Un capítulo muy controvertido de la biografía de Calvino es la visita que durante mucho tiempo se pensó que había hecho a la duquesa Renée, hija de Luis XII, en Ferraro. Se contaron muchas historias relativas a este viaje que han sido desmentidas por los escritores mejor informados. Todo lo que sabemos con certeza es que el reformador, después de poner en orden sus asuntos familiares y convertir a dos de sus hermanos y hermanas a las ideas que apoyaba decidió, a causa de la guerra entre Carlos V y Francisco I, llegar a Bale vía Ginebra, en julio de 1536. En Ginebra, el predicador suizo Fare, que estaba por entonces buscando ayuda para que le apoyaran en su propaganda, le suplicó con tal vehemencia que se quedara y enseñara teología que, como cuenta el mismo Calvino, le aterrorizó hasta que accedió. No estamos acostumbrados a imaginar al profeta austero asustarse con facilidad.. Mas como estudiante y solitario sin experiencia en responsabilidades públicas, bien podría haber dudado antes de meterse en las aguas revueltas de Ginebra, por entonces en su etapa más tormentosa. No se conserva ningún retrato de él perteneciente a esta época. Más tarde se le ha representado de mediana altura, hombros cargados, ojos penetrantes y amplia frente; su cabello era de un tono castaño cobrizo. El estudio y el ayuno le provocaron fuertes dolores de cabeza que sufrió continuamente. En su vida privada era alegre aunque susceptible, por no decir despótico, sus amigos siempre le trataron con esmerado/delicado respeto. Sus hábitos eran sencillos; no le preocupaban nada las riquezas y nunca se tomó vacaciones. Su correspondencia, de la que se conservan 4271 cartas, versa fundamentalmente sobre temas doctrinales. Sin embargo, su carácter fuerte y reservado se revelaba enseguida a todos aquellos con los que trataba; Ginebra se sometió a su mandato teocrático y las Iglesias Reformadas aceptaron sus enseñanzas como infalibles.

Este era el extraño que Farel recomendó a sus compañeros protestantes, este "francés" elegido para enseñar la Biblia en una ciudad con divisiones internas. Ginebra tenía alrededor de 15000 habitantes. Su obispo había sido, desde antiguo, su príncipe, aunque limitado por privilegios populares. El vidonme o alcalde era el conde de Saboya, y su familia consideraba el obispado como una propiedad que, desde 1450, habían confiado a su hijo menor. Juan de Saboya, hijo ilegítimo del anterior obispo, vendió sus derechos al duque, que era el cabeza de familia, y murió en 1519 en Pignerol.

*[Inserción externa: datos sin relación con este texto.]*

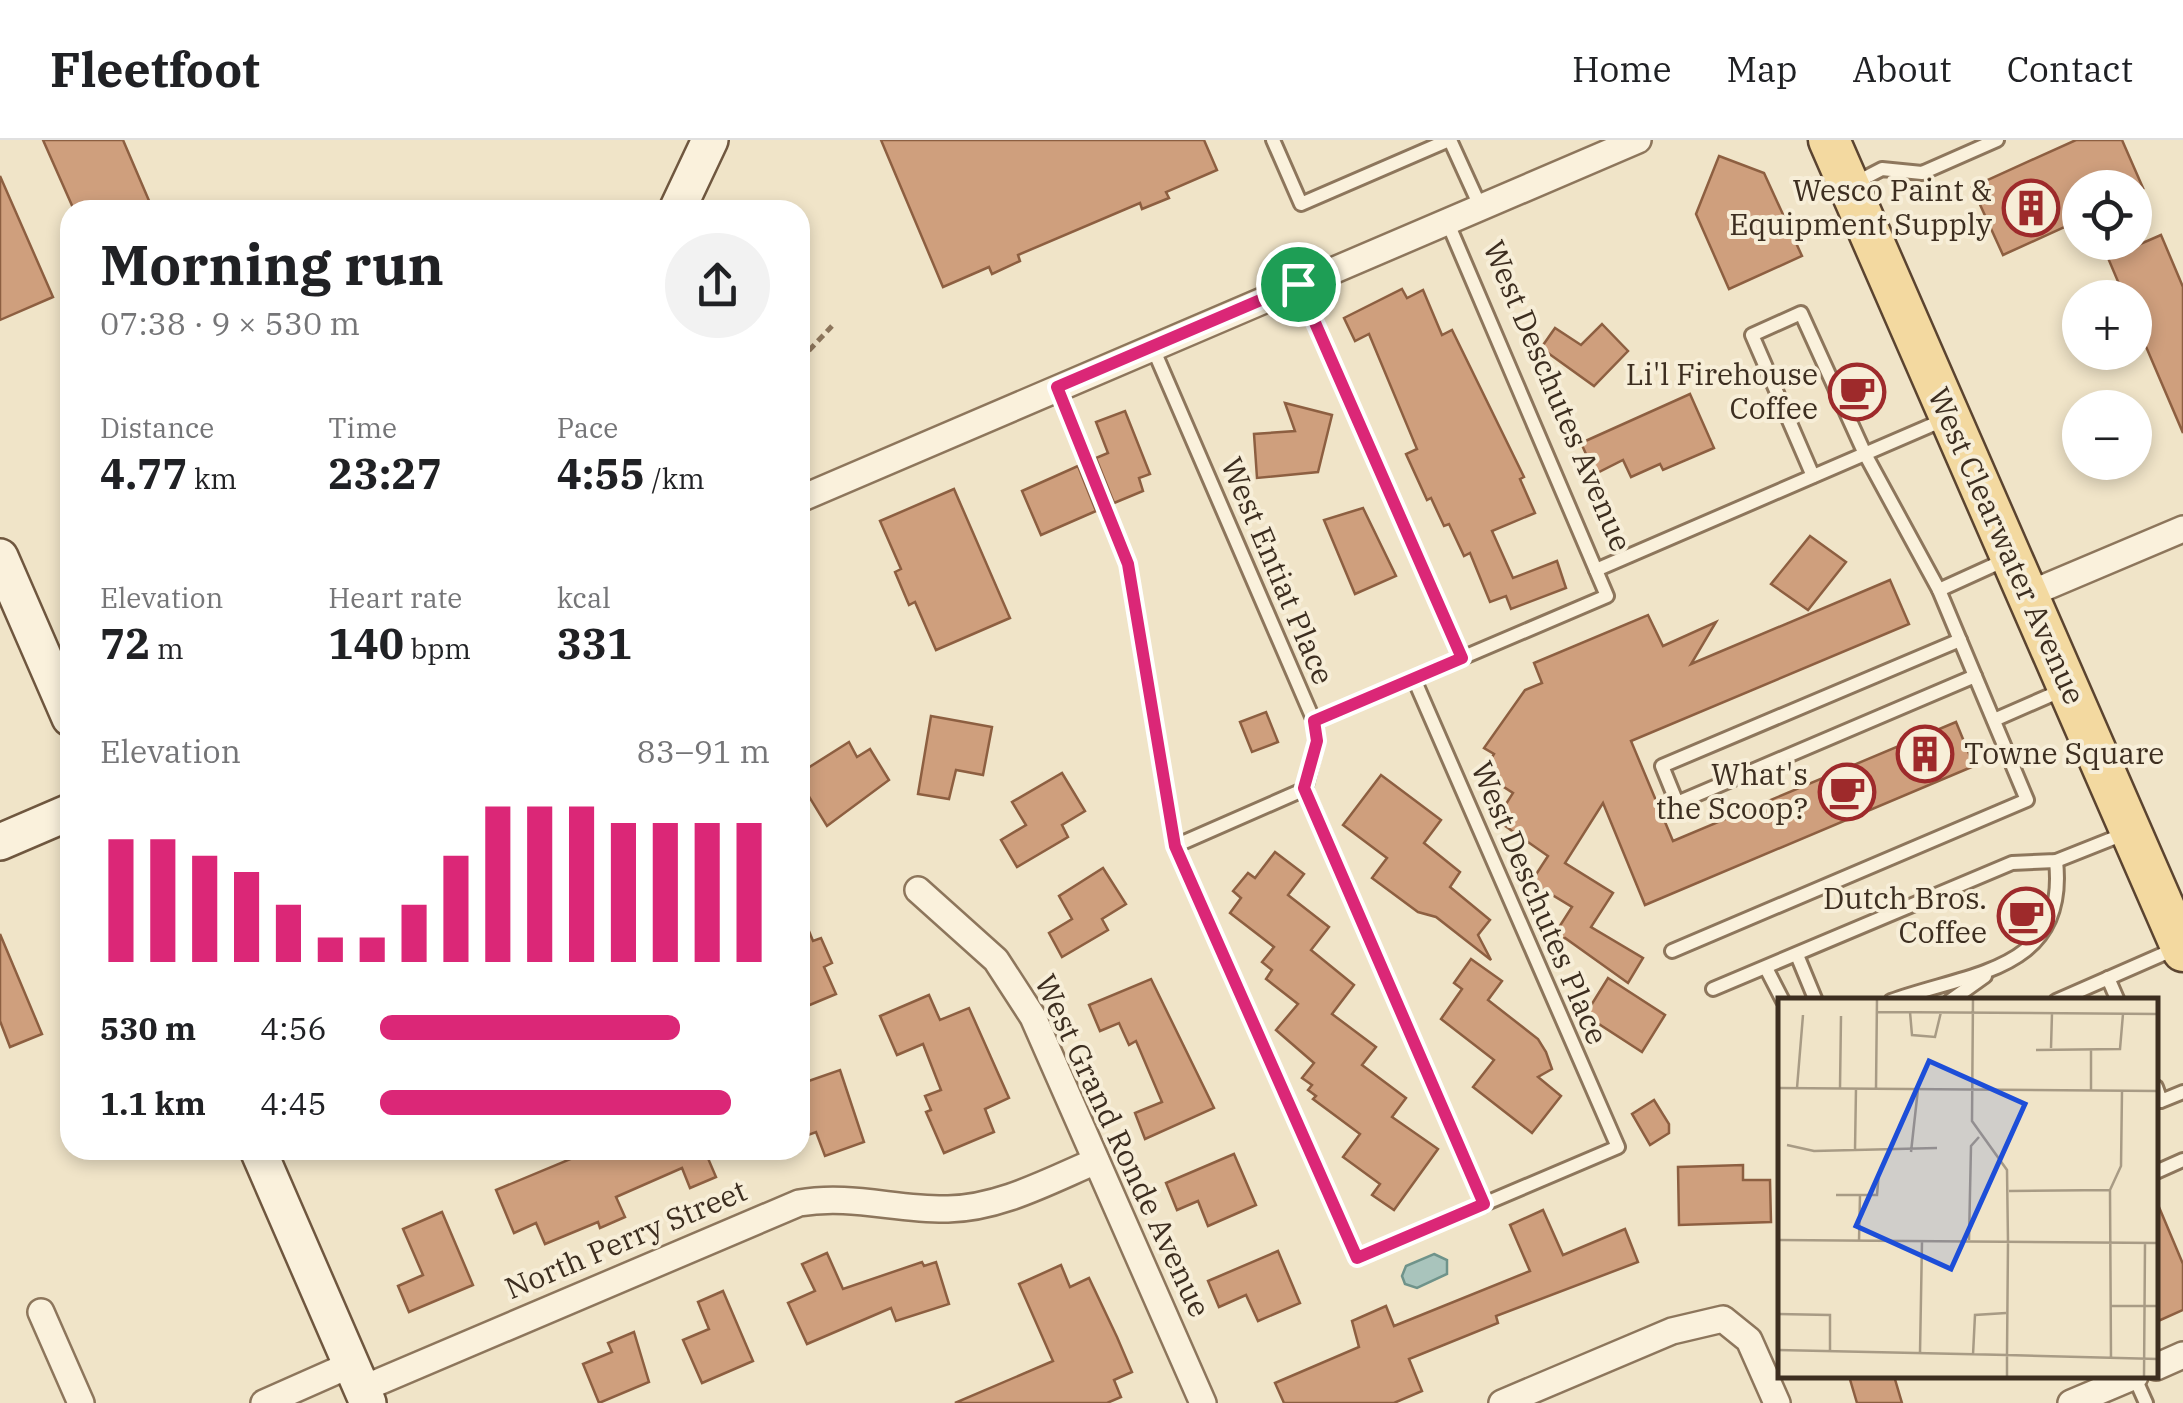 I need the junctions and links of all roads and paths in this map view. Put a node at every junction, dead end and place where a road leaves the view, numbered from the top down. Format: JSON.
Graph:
{"nodes":[{"id":1,"x":710,"y":140,"type":"edge"},
{"id":2,"x":1273,"y":140,"type":"edge"},
{"id":3,"x":1449,"y":140,"type":"edge"},
{"id":4,"x":1638,"y":140,"type":"edge"},
{"id":5,"x":1829,"y":140,"type":"edge"},
{"id":6,"x":1997,"y":140,"type":"edge"},
{"id":7,"x":1849,"y":186,"type":"junction"},
{"id":8,"x":682,"y":200,"type":"edge"},
{"id":9,"x":1480,"y":206,"type":"junction"},
{"id":10,"x":1446,"y":221,"type":"junction"},
{"id":11,"x":1298,"y":284,"type":"junction"},
{"id":12,"x":832,"y":326,"type":"dead end"},
{"id":13,"x":1152,"y":346,"type":"junction"},
{"id":14,"x":810,"y":349,"type":"edge"},
{"id":15,"x":1057,"y":387,"type":"junction"},
{"id":16,"x":1950,"y":418,"type":"junction"},
{"id":17,"x":1864,"y":454,"type":"junction"},
{"id":18,"x":1814,"y":476,"type":"junction"},
{"id":19,"x":810,"y":495,"type":"edge"},
{"id":20,"x":2183,"y":529,"type":"edge"},
{"id":21,"x":0,"y":557,"type":"edge"},
{"id":22,"x":2011,"y":558,"type":"junction"},
{"id":23,"x":1596,"y":570,"type":"junction"},
{"id":24,"x":1939,"y":590,"type":"junction"},
{"id":25,"x":2028,"y":595,"type":"junction"},
{"id":26,"x":1960,"y":640,"type":"junction"},
{"id":27,"x":1462,"y":658,"type":"junction"},
{"id":28,"x":1974,"y":676,"type":"junction"},
{"id":29,"x":1414,"y":678,"type":"junction"},
{"id":30,"x":2068,"y":688,"type":"junction"},
{"id":31,"x":60,"y":695,"type":"edge"},
{"id":32,"x":1994,"y":720,"type":"junction"},
{"id":33,"x":1314,"y":721,"type":"junction"},
{"id":34,"x":1304,"y":788,"type":"junction"},
{"id":35,"x":60,"y":816,"type":"edge"},
{"id":36,"x":2131,"y":832,"type":"junction"},
{"id":37,"x":0,"y":842,"type":"edge"},
{"id":38,"x":1175,"y":846,"type":"junction"},
{"id":39,"x":2056,"y":861,"type":"junction"},
{"id":40,"x":918,"y":890,"type":"dead end"},
{"id":41,"x":2182,"y":949,"type":"edge"},
{"id":42,"x":1672,"y":950,"type":"dead end"},
{"id":43,"x":1797,"y":956,"type":"junction"},
{"id":44,"x":1766,"y":968,"type":"junction"},
{"id":45,"x":1990,"y":972,"type":"junction"},
{"id":46,"x":2108,"y":978,"type":"junction"},
{"id":47,"x":1713,"y":990,"type":"dead end"},
{"id":48,"x":1782,"y":998,"type":"edge"},
{"id":49,"x":1815,"y":998,"type":"edge"},
{"id":50,"x":1897,"y":998,"type":"edge"},
{"id":51,"x":1953,"y":998,"type":"edge"},
{"id":52,"x":2061,"y":998,"type":"edge"},
{"id":53,"x":2117,"y":998,"type":"edge"},
{"id":54,"x":2158,"y":1092,"type":"edge"},
{"id":55,"x":2183,"y":1092,"type":"edge"},
{"id":56,"x":262,"y":1160,"type":"edge"},
{"id":57,"x":2183,"y":1160,"type":"edge"},
{"id":58,"x":1096,"y":1161,"type":"junction"},
{"id":59,"x":2158,"y":1171,"type":"edge"},
{"id":60,"x":1484,"y":1204,"type":"junction"},
{"id":61,"x":41,"y":1312,"type":"dead end"},
{"id":62,"x":2183,"y":1355,"type":"edge"},
{"id":63,"x":2158,"y":1365,"type":"edge"},
{"id":64,"x":2135,"y":1378,"type":"edge"},
{"id":65,"x":2104,"y":1382,"type":"edge"},
{"id":66,"x":361,"y":1385,"type":"edge"},
{"id":67,"x":81,"y":1403,"type":"edge"},
{"id":68,"x":264,"y":1403,"type":"edge"},
{"id":69,"x":1203,"y":1403,"type":"edge"},
{"id":70,"x":1502,"y":1403,"type":"edge"},
{"id":71,"x":1777,"y":1403,"type":"edge"},
{"id":72,"x":2071,"y":1403,"type":"edge"},
{"id":73,"x":2146,"y":1403,"type":"edge"}],
"edges":[{"from":1,"to":8,"type":"street"},
{"from":2,"to":3,"type":"lane"},
{"from":3,"to":9,"type":"lane"},
{"from":4,"to":9,"type":"street"},
{"from":5,"to":7,"type":"main road","name":"West Clearwater Avenue"},
{"from":6,"to":7,"type":"lane"},
{"from":7,"to":16,"type":"main road","name":"West Clearwater Avenue"},
{"from":9,"to":10,"type":"street"},
{"from":10,"to":11,"type":"street"},
{"from":10,"to":23,"type":"lane","name":"West Deschutes Avenue"},
{"from":11,"to":13,"type":"street"},
{"from":11,"to":27,"type":"lane"},
{"from":12,"to":14,"type":"path"},
{"from":13,"to":15,"type":"street"},
{"from":13,"to":33,"type":"lane","name":"West Entiat Place"},
{"from":15,"to":19,"type":"street"},
{"from":15,"to":38,"type":"lane"},
{"from":16,"to":17,"type":"lane"},
{"from":16,"to":22,"type":"main road","name":"West Clearwater Avenue"},
{"from":17,"to":18,"type":"lane"},
{"from":17,"to":18,"type":"lane"},
{"from":17,"to":24,"type":"lane"},
{"from":18,"to":23,"type":"lane"},
{"from":20,"to":25,"type":"street"},
{"from":21,"to":31,"type":"street"},
{"from":22,"to":24,"type":"lane"},
{"from":22,"to":25,"type":"main road","name":"West Clearwater Avenue"},
{"from":23,"to":27,"type":"lane","name":"West Deschutes Avenue"},
{"from":24,"to":26,"type":"lane"},
{"from":25,"to":30,"type":"main road","name":"West Clearwater Avenue"},
{"from":26,"to":28,"type":"lane"},
{"from":26,"to":28,"type":"lane"},
{"from":27,"to":29,"type":"lane"},
{"from":28,"to":32,"type":"lane"},
{"from":29,"to":33,"type":"lane"},
{"from":29,"to":60,"type":"lane","name":"West Deschutes Place"},
{"from":30,"to":32,"type":"lane"},
{"from":30,"to":36,"type":"main road","name":"West Clearwater Avenue"},
{"from":32,"to":42,"type":"lane"},
{"from":33,"to":34,"type":"lane","name":"West Entiat Place"},
{"from":34,"to":38,"type":"lane"},
{"from":34,"to":60,"type":"lane"},
{"from":35,"to":37,"type":"street"},
{"from":36,"to":39,"type":"lane"},
{"from":36,"to":41,"type":"main road","name":"West Clearwater Avenue"},
{"from":38,"to":60,"type":"lane"},
{"from":39,"to":43,"type":"lane"},
{"from":39,"to":45,"type":"lane"},
{"from":40,"to":58,"type":"street","name":"West Grand Ronde Avenue"},
{"from":41,"to":46,"type":"lane"},
{"from":43,"to":44,"type":"lane"},
{"from":43,"to":49,"type":"lane"},
{"from":44,"to":47,"type":"lane"},
{"from":44,"to":48,"type":"lane"},
{"from":45,"to":50,"type":"lane"},
{"from":45,"to":51,"type":"lane"},
{"from":46,"to":52,"type":"lane"},
{"from":46,"to":53,"type":"lane"},
{"from":54,"to":55,"type":"lane"},
{"from":56,"to":66,"type":"street"},
{"from":57,"to":59,"type":"lane"},
{"from":58,"to":66,"type":"street","name":"North Perry Street"},
{"from":58,"to":69,"type":"street","name":"West Grand Ronde Avenue"},
{"from":61,"to":67,"type":"street"},
{"from":62,"to":63,"type":"street"},
{"from":64,"to":73,"type":"lane"},
{"from":65,"to":72,"type":"street"},
{"from":66,"to":68,"type":"street","name":"North Perry Street"},
{"from":70,"to":71,"type":"street"}]}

Jean de la Baume, el último de sus príncipes eclesiásticos, abandonó la ciudad, que recibió profesores protestantes de Berna en 1519 y de Friburgo en 1526. En 1527 las armas de la casa de Saboya fueron arrancadas de sus muros; en 1530 el partido católico sufrió una derrota y Ginebra se proclamó independiente. Tenía dos consejos pero el veredicto final sobre medidas públicas era decidido por el pueblo. Este designó a Farel, un converso seguidor de Le Fèvre, como su predicador en 1534. Una discusión entre las dos Iglesias, desde el 30 de mayo hasta el 24 de junio de 1535 concluyó con una victoria de los protestantes. Los altares fueron profanados, las imágenes sagradas destrozadas, la Misa abolida. Las tropas de Berna entraron en la ciudad y el "Evangelio" fue aceptado el 21 de mayo de 1536. Esto implicaba la persecución de los católicos por los consejos, que actuaron al mismo tiempo como Iglesia y como Estado. Los sacerdotes fueron encarcelados; los ciudadanos multados por no asistir a los sermones. En Zurich, Basilea y Berna se establecieron las mismas leyes. La tolerancia no formaba parte de las ideas de la época.

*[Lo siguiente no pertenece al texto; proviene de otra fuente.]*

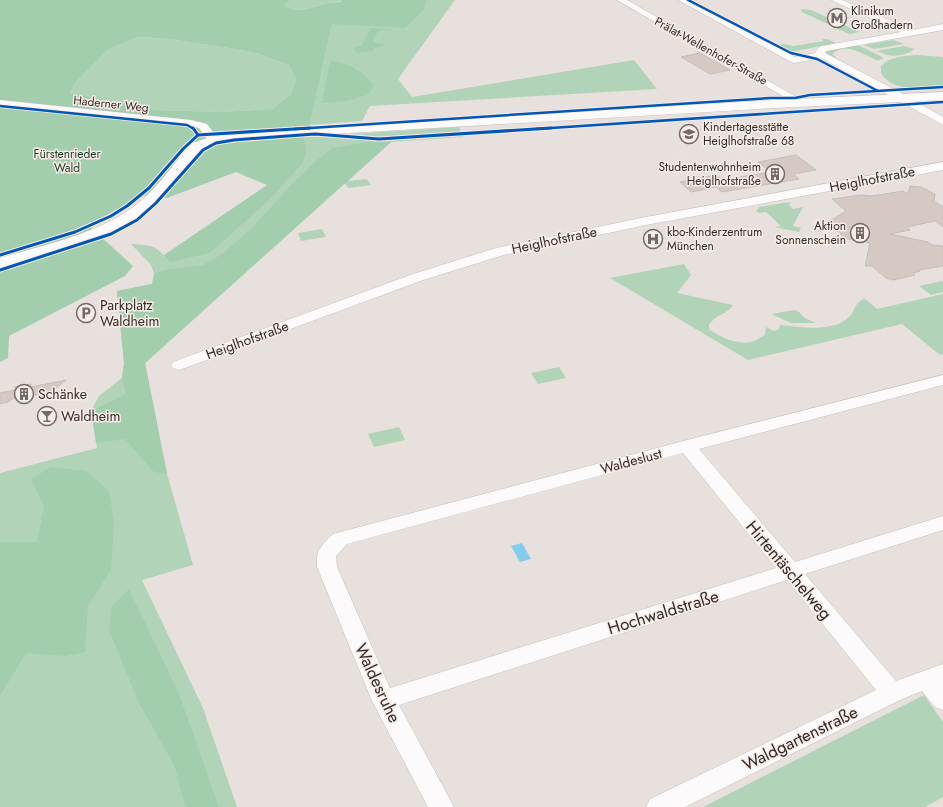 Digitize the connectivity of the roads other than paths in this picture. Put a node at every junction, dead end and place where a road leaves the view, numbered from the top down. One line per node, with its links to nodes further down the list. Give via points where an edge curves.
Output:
1 (621, 0): 9 (street, Prälat-Wellenhofer-Straße)
2 (682, 0): 6 (street, via 794,60)
3 (835, 0): 5 (street)
4 (943, 27): 5 (street)
5 (911, 33): 6 (street, via 822,49)
6 (822, 55): 8 (street)
7 (943, 96): 8 (street)
8 (902, 98): 9 (street); 11 (street)
9 (802, 102): 12 (street, via 314,131)
10 (0, 103): 12 (street, Haderner Weg, via 191,123 203,126)
11 (943, 122)
12 (213, 140): 14 (street, via 192,151 150,202 117,224 76,240)
13 (943, 166): 15 (street, Heiglhofstraße, via 646,221 501,251 418,277)
14 (0, 263)
15 (179, 365)
16 (943, 380): 17 (street, Waldeslust)
17 (687, 446): 19 (street, Waldeslust, via 340,539); 20 (street, Hirtentäschelweg)
18 (943, 523): 20 (street, Hochwaldstraße)
19 (326, 555): 24 (street, Waldesruhe, via 327,567)
20 (790, 572): 22 (street, Hirtentäschelweg); 24 (street, Hochwaldstraße, via 404,692)
21 (935, 676): 22 (street, Waldgartenstraße); 23 (street)
22 (892, 693): 26 (street, Waldgartenstraße)
23 (943, 700)
24 (384, 701): 25 (street, Waldesruhe)
25 (441, 807)
26 (659, 807)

Más, aunque Calvino no había sido el introductor de estas leyes, fue principalmente debido a su influencia que, en junio de 1537, se votaron los "artículos" que hacían hincapié en la comunión cuatro veces al año, el espionaje a los delincuentes, el establecimiento de una censura moral y el castigo de los insubordinados con la excomunión. Se confeccionó un catecismo infantil, que él compuso y que figura entre sus mejores escritos. La ciudad se dividió entonces entre los que "juraban" y los que "no juraban", ya que muchos se negaron a jurar/acatar los "artículos"; de hecho, nunca llegaron a ser aceptados por completo. Habían surgido una serie de interrogantes en los que Berna había tocado algunos puntos que Calvino juzgó irrelevantes. Se convirtió en una figura popular en los debates de Lausana defendiendo la independencia de Ginebra. Pero los desórdenes sobrevinieron en la ciudad donde, sin embargo, se había extendido el rechazo de los católicos a las medidas impuestas; en 1538 el consejo desterró a Farel, a Calvino y al evangelista ciego Couraud. El Reformista marchó a Estrasburgo, donde se convirtió en huésped de Bucer y Capito, y en 1539 explicaba el Nuevo Testamento a refugiados franceses por 52 florines al año. El cardenal Sadolet había dirigido una carta abierta a los ginebrinos a la que respondió entonces el desterrado. Sadolet insistía en que el cisma era un crimen; Calvino replicaba que la Iglesia Romana estaba corrompida. Se ganó aplausos por su aguda facultad para el debate en Hagenau, Worms y Ratisbona. Sin embargo, él se queja de su pobreza y mala salud, que no le impidieron casarse en esa época con Idelette de Bure, la viuda de un anabaptista a la que él había convertido. Nada más se sabe de ella, salvo que tuvieron un hijo que murió poco después de nacer en 1542 y que ella a su vez murió en 1549.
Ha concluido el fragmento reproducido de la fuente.